# Vector Store Retriever (LangChain + Chroma)

Purpose: show how to create a Chroma vector store from documents using embeddings, convert it into a retriever, and run similarity searches.

Run cells top-to-bottom. The first cell installs dependencies if needed.

In [None]:
!pip install langchain chromadb openai tiktoken pypdf langchain_google_genai langchain-community wikipedia

## Prerequisites & API keys

- Ensure environment variables for any provider keys (e.g., `GEMINI_API_KEY`) are set.  
- Install packages (first cell).  
- Use small sample documents for quick runs.

In [34]:
from google.colab import userdata
gemini_api_key = userdata.get('GEMINI_API_KEY')

## Imports & Clients

This cell imports the Chroma vectorstore adapter, embeddings client, and `Document` model used to create records.

In [46]:
from langchain_community.vectorstores import Chroma
from langchain_google_genai import GoogleGenerativeAIEmbeddings
from langchain_core.documents import Document

## Step 1 — Prepare source documents

Provide the documents you want to embed.
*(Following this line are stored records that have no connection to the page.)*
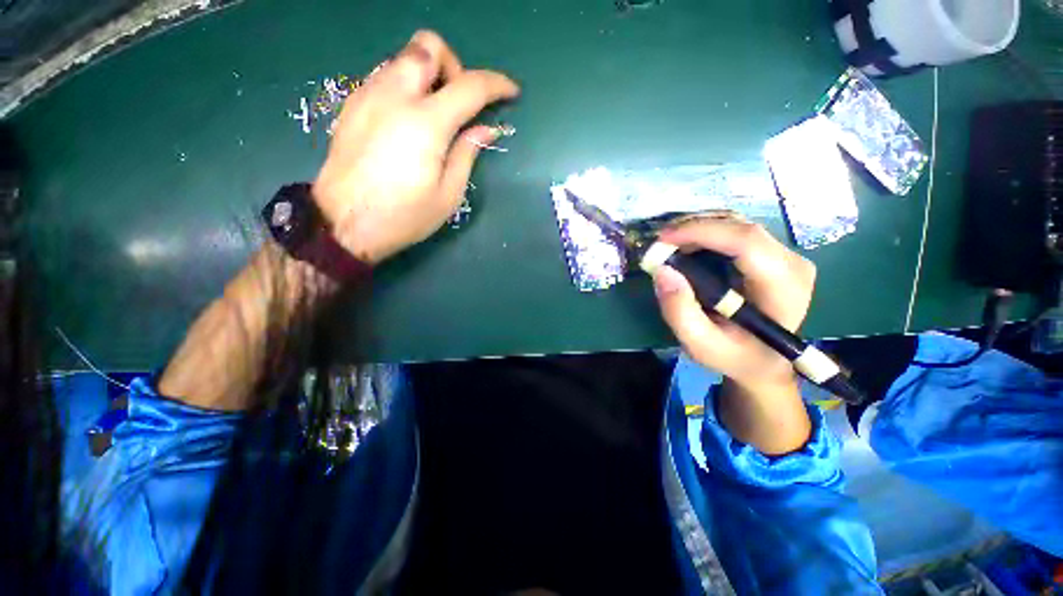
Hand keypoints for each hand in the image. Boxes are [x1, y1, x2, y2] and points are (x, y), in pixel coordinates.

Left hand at [313, 30, 519, 264]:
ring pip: (404, 58)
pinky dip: (406, 87)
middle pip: (428, 45)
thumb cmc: (404, 216)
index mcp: (426, 123)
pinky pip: (385, 76)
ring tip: (434, 115)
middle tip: (459, 103)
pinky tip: (408, 121)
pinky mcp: (352, 104)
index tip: (511, 93)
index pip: (470, 86)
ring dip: (428, 75)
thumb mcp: (448, 194)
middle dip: (453, 66)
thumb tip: (486, 129)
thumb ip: (468, 154)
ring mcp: (368, 95)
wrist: (344, 223)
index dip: (496, 85)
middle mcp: (395, 95)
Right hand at [652, 216, 815, 390]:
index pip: (746, 242)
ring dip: (698, 229)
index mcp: (782, 287)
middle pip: (740, 228)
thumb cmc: (733, 356)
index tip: (663, 239)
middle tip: (660, 243)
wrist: (762, 362)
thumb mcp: (700, 344)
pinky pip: (736, 232)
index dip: (701, 232)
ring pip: (737, 224)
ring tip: (669, 245)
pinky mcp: (773, 254)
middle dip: (694, 228)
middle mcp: (792, 263)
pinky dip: (706, 233)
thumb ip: (679, 312)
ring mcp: (786, 255)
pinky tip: (686, 246)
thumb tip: (662, 271)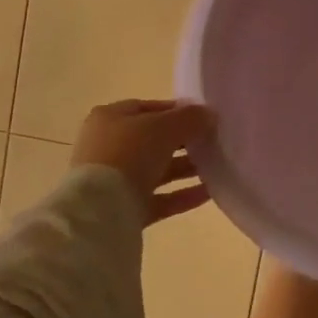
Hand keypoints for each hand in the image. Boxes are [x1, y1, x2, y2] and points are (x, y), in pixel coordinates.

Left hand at [70, 100, 215, 222]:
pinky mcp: (124, 209)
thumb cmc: (129, 153)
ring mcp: (115, 180)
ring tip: (216, 167)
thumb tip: (209, 115)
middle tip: (212, 143)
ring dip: (186, 169)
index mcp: (110, 119)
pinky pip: (159, 199)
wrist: (100, 209)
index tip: (204, 117)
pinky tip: (209, 192)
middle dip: (184, 142)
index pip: (148, 109)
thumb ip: (190, 118)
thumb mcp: (165, 127)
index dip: (177, 111)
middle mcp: (109, 147)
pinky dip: (182, 195)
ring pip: (157, 170)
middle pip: (153, 141)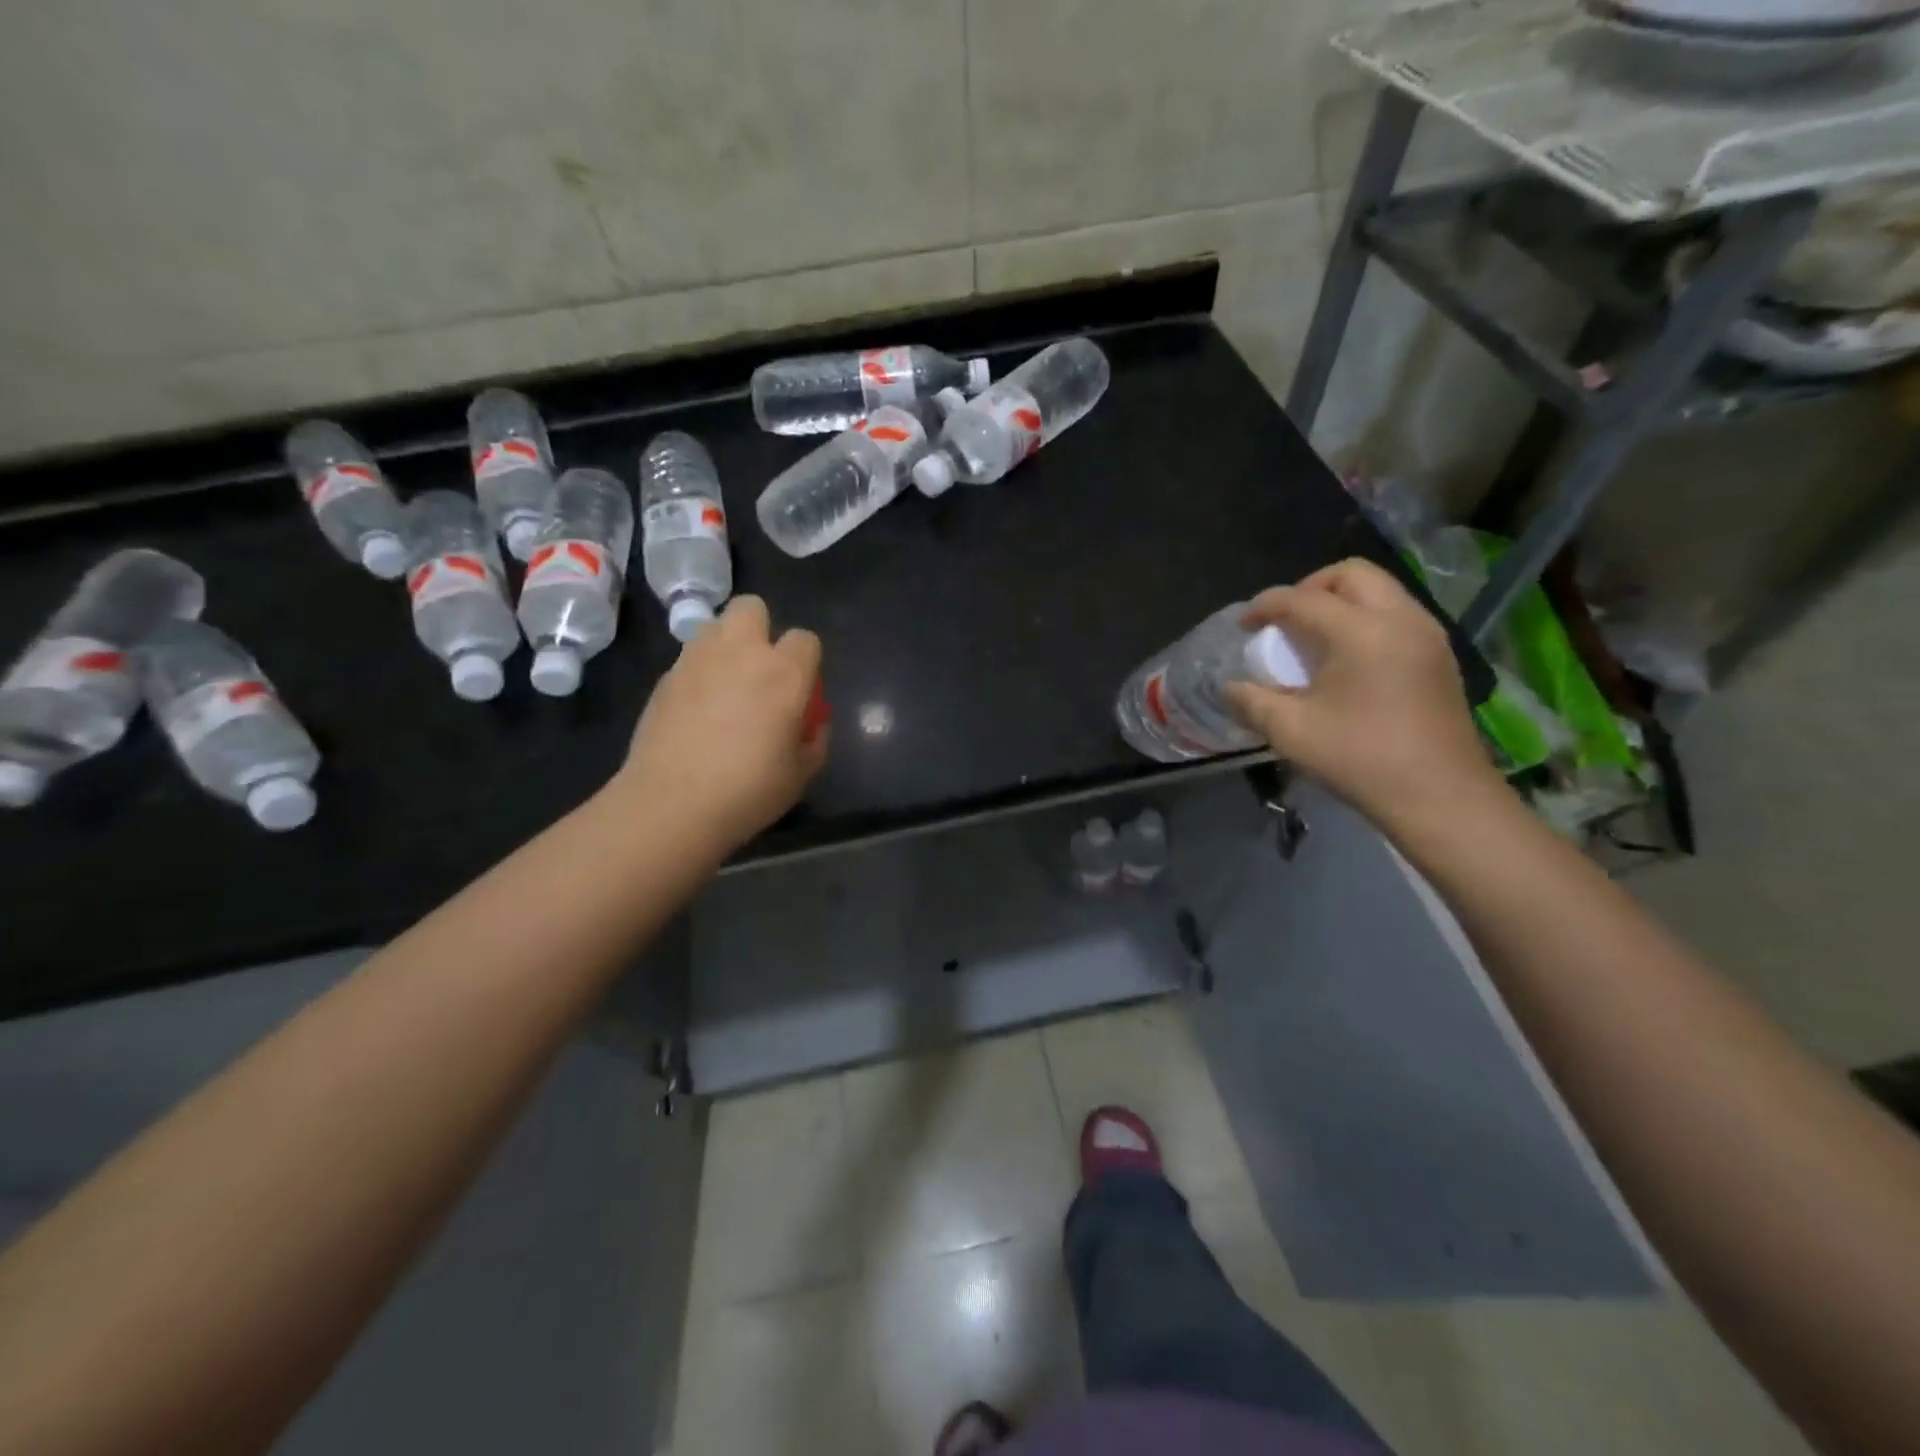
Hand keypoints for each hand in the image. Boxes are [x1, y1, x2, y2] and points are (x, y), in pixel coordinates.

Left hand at [615, 596, 827, 852]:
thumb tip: (809, 722)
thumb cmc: (749, 791)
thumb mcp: (802, 772)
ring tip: (726, 686)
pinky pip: (690, 659)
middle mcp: (741, 652)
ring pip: (715, 626)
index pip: (806, 639)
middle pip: (752, 607)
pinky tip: (697, 711)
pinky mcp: (664, 677)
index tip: (801, 690)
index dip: (807, 661)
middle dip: (760, 629)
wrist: (672, 804)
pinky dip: (699, 674)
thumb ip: (814, 738)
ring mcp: (696, 660)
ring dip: (726, 646)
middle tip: (760, 670)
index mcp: (784, 673)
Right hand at [1222, 559, 1499, 831]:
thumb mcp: (1291, 732)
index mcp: (1361, 631)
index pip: (1303, 599)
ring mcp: (1427, 635)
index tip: (1244, 625)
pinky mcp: (1439, 656)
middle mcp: (1399, 619)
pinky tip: (1347, 659)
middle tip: (1285, 620)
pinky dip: (1365, 619)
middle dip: (1310, 587)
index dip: (1266, 606)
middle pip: (1351, 574)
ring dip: (1340, 601)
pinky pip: (1396, 614)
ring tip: (1313, 638)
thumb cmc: (1361, 759)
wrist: (1440, 796)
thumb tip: (1231, 688)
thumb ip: (1252, 702)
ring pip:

Keep content short for demos; in production chunk longer texts.

In [47]:
# Step 1: Your source documents
documents = [
    Document(page_content="Football is the most popular sport in the world, played by over 250 million players across more than 200 countries."),
    Document(page_content="Lionel Messi is known for his incredible dribbling, vision, and goal-scoring ability, earning multiple Ballon d'Or awards."),
    Document(page_content="The FIFA World Cup is held every four years and is the most prestigious international football tournament."),
    Document(page_content="Tactics in football involve formations, pressing strategies, and player roles that determine how a team controls the game."),
]

## Step 2 — Initialize embeddings

Create an embeddings client. The example uses Google Gemini embeddings; replace with OpenAI or other providers as needed.

In [48]:
# Step 2: Initialize embedding model
embeddings = GoogleGenerativeAIEmbeddings(
    model="models/gemini-embedding-001",
    google_api_key=gemini_api_key
)


## Step 3 — Create Chroma vector store

Create the Chroma collection and persist it. Use `persist_directory` to keep the DB between runs.

In [52]:
# Step 3: Create Chroma vector store in memory
vectorstore = Chroma.from_documents(
    documents=documents,
    embedding=embeddings,
    persist_directory="my_chroma_db",
    collection_name="my_collection"
)

## Step 4 — Convert vector store to retriever

Use `as_retriever` to get a retriever with search parameters (e.g., `k`). This retriever can be used in RAG pipelines.

In [53]:
# Step 4: Convert vectorstore into a retriever
retriever = vectorstore.as_retriever(search_kwargs={"k": 2})

## Query & view results

Run a query using the retriever and inspect the returned `Document` objects. You can also call `vectorstore.similarity_search(...)` directly.

In [54]:
query = "Who is Lionel Messi and what makes him a great football player?"

In [55]:
results = retriever.invoke(query)

In [56]:
for i, doc in enumerate(results):
    print(f"\n--- Result {i+1} ---")
    print(doc.page_content)


--- Result 1 ---
Lionel Messi is known for his incredible dribbling, vision, and goal-scoring ability, earning multiple Ballon d'Or awards.

--- Result 2 ---
Football is the most popular sport in the world, played by over 250 million players across more than 200 countries.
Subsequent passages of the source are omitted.